[Data entries]
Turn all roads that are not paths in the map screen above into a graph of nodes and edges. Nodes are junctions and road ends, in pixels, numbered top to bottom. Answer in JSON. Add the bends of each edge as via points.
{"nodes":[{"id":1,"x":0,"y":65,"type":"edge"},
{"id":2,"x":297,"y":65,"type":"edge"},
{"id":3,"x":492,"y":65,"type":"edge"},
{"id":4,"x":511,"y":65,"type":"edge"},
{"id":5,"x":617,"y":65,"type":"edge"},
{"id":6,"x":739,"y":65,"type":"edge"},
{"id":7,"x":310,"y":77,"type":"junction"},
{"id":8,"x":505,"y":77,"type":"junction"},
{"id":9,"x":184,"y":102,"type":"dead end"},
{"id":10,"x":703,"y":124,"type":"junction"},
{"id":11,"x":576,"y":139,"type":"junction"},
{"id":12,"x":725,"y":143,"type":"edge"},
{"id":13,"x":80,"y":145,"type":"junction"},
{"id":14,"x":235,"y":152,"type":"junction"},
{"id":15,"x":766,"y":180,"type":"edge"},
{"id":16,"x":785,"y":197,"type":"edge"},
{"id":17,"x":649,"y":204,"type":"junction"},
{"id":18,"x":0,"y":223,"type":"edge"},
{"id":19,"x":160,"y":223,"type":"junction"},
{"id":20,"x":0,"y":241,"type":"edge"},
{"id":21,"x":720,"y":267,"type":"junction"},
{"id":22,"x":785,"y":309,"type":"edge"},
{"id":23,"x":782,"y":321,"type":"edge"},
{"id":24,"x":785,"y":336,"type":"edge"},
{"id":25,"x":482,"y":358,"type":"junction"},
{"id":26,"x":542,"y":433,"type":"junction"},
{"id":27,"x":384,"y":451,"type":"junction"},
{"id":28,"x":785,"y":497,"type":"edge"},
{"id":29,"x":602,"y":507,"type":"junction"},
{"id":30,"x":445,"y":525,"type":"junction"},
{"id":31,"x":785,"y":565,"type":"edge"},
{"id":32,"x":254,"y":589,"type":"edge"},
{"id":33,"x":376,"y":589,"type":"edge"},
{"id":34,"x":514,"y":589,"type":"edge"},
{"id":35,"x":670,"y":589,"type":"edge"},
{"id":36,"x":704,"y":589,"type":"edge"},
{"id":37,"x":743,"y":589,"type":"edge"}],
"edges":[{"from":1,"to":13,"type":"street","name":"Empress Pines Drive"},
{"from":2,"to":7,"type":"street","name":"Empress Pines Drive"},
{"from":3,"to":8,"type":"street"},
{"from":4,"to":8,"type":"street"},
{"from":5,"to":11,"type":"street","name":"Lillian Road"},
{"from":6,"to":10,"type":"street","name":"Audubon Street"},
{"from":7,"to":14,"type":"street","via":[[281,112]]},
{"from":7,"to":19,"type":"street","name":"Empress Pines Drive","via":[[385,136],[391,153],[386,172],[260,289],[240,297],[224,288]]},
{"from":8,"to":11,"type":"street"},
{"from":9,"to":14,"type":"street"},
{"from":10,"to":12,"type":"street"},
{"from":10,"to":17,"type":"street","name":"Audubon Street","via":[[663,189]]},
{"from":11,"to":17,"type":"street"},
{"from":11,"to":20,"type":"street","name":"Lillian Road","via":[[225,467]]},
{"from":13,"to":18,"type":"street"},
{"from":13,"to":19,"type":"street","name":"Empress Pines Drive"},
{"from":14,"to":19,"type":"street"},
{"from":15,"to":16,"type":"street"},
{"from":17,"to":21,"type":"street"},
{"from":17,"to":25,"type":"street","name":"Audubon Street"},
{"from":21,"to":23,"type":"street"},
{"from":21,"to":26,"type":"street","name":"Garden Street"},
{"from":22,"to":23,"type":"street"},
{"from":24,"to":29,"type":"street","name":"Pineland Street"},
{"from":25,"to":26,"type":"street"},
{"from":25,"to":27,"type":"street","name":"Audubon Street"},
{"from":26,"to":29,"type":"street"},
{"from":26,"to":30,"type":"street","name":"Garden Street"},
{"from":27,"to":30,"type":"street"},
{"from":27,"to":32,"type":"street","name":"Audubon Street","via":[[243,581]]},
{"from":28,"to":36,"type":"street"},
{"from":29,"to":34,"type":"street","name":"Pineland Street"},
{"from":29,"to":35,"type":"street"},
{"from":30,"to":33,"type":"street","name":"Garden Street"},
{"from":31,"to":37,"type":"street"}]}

> _The problem_
Retype all of the records above without a single alteration.

> _Answer box_
Turn all roads that are not paths in the map screen above into a graph of nodes and edges. Nodes are junctions and road ends, in pixels, numbered top to bottom. Answer in JSON. Add the bends of each edge as via points.
{"nodes":[{"id":1,"x":0,"y":65,"type":"edge"},
{"id":2,"x":297,"y":65,"type":"edge"},
{"id":3,"x":492,"y":65,"type":"edge"},
{"id":4,"x":511,"y":65,"type":"edge"},
{"id":5,"x":617,"y":65,"type":"edge"},
{"id":6,"x":739,"y":65,"type":"edge"},
{"id":7,"x":310,"y":77,"type":"junction"},
{"id":8,"x":505,"y":77,"type":"junction"},
{"id":9,"x":184,"y":102,"type":"dead end"},
{"id":10,"x":703,"y":124,"type":"junction"},
{"id":11,"x":576,"y":139,"type":"junction"},
{"id":12,"x":725,"y":143,"type":"edge"},
{"id":13,"x":80,"y":145,"type":"junction"},
{"id":14,"x":235,"y":152,"type":"junction"},
{"id":15,"x":766,"y":180,"type":"edge"},
{"id":16,"x":785,"y":197,"type":"edge"},
{"id":17,"x":649,"y":204,"type":"junction"},
{"id":18,"x":0,"y":223,"type":"edge"},
{"id":19,"x":160,"y":223,"type":"junction"},
{"id":20,"x":0,"y":241,"type":"edge"},
{"id":21,"x":720,"y":267,"type":"junction"},
{"id":22,"x":785,"y":309,"type":"edge"},
{"id":23,"x":782,"y":321,"type":"edge"},
{"id":24,"x":785,"y":336,"type":"edge"},
{"id":25,"x":482,"y":358,"type":"junction"},
{"id":26,"x":542,"y":433,"type":"junction"},
{"id":27,"x":384,"y":451,"type":"junction"},
{"id":28,"x":785,"y":497,"type":"edge"},
{"id":29,"x":602,"y":507,"type":"junction"},
{"id":30,"x":445,"y":525,"type":"junction"},
{"id":31,"x":785,"y":565,"type":"edge"},
{"id":32,"x":254,"y":589,"type":"edge"},
{"id":33,"x":376,"y":589,"type":"edge"},
{"id":34,"x":514,"y":589,"type":"edge"},
{"id":35,"x":670,"y":589,"type":"edge"},
{"id":36,"x":704,"y":589,"type":"edge"},
{"id":37,"x":743,"y":589,"type":"edge"}],
"edges":[{"from":1,"to":13,"type":"street","name":"Empress Pines Drive"},
{"from":2,"to":7,"type":"street","name":"Empress Pines Drive"},
{"from":3,"to":8,"type":"street"},
{"from":4,"to":8,"type":"street"},
{"from":5,"to":11,"type":"street","name":"Lillian Road"},
{"from":6,"to":10,"type":"street","name":"Audubon Street"},
{"from":7,"to":14,"type":"street","via":[[281,112]]},
{"from":7,"to":19,"type":"street","name":"Empress Pines Drive","via":[[385,136],[391,153],[386,172],[260,289],[240,297],[224,288]]},
{"from":8,"to":11,"type":"street"},
{"from":9,"to":14,"type":"street"},
{"from":10,"to":12,"type":"street"},
{"from":10,"to":17,"type":"street","name":"Audubon Street","via":[[663,189]]},
{"from":11,"to":17,"type":"street"},
{"from":11,"to":20,"type":"street","name":"Lillian Road","via":[[225,467]]},
{"from":13,"to":18,"type":"street"},
{"from":13,"to":19,"type":"street","name":"Empress Pines Drive"},
{"from":14,"to":19,"type":"street"},
{"from":15,"to":16,"type":"street"},
{"from":17,"to":21,"type":"street"},
{"from":17,"to":25,"type":"street","name":"Audubon Street"},
{"from":21,"to":23,"type":"street"},
{"from":21,"to":26,"type":"street","name":"Garden Street"},
{"from":22,"to":23,"type":"street"},
{"from":24,"to":29,"type":"street","name":"Pineland Street"},
{"from":25,"to":26,"type":"street"},
{"from":25,"to":27,"type":"street","name":"Audubon Street"},
{"from":26,"to":29,"type":"street"},
{"from":26,"to":30,"type":"street","name":"Garden Street"},
{"from":27,"to":30,"type":"street"},
{"from":27,"to":32,"type":"street","name":"Audubon Street","via":[[243,581]]},
{"from":28,"to":36,"type":"street"},
{"from":29,"to":34,"type":"street","name":"Pineland Street"},
{"from":29,"to":35,"type":"street"},
{"from":30,"to":33,"type":"street","name":"Garden Street"},
{"from":31,"to":37,"type":"street"}]}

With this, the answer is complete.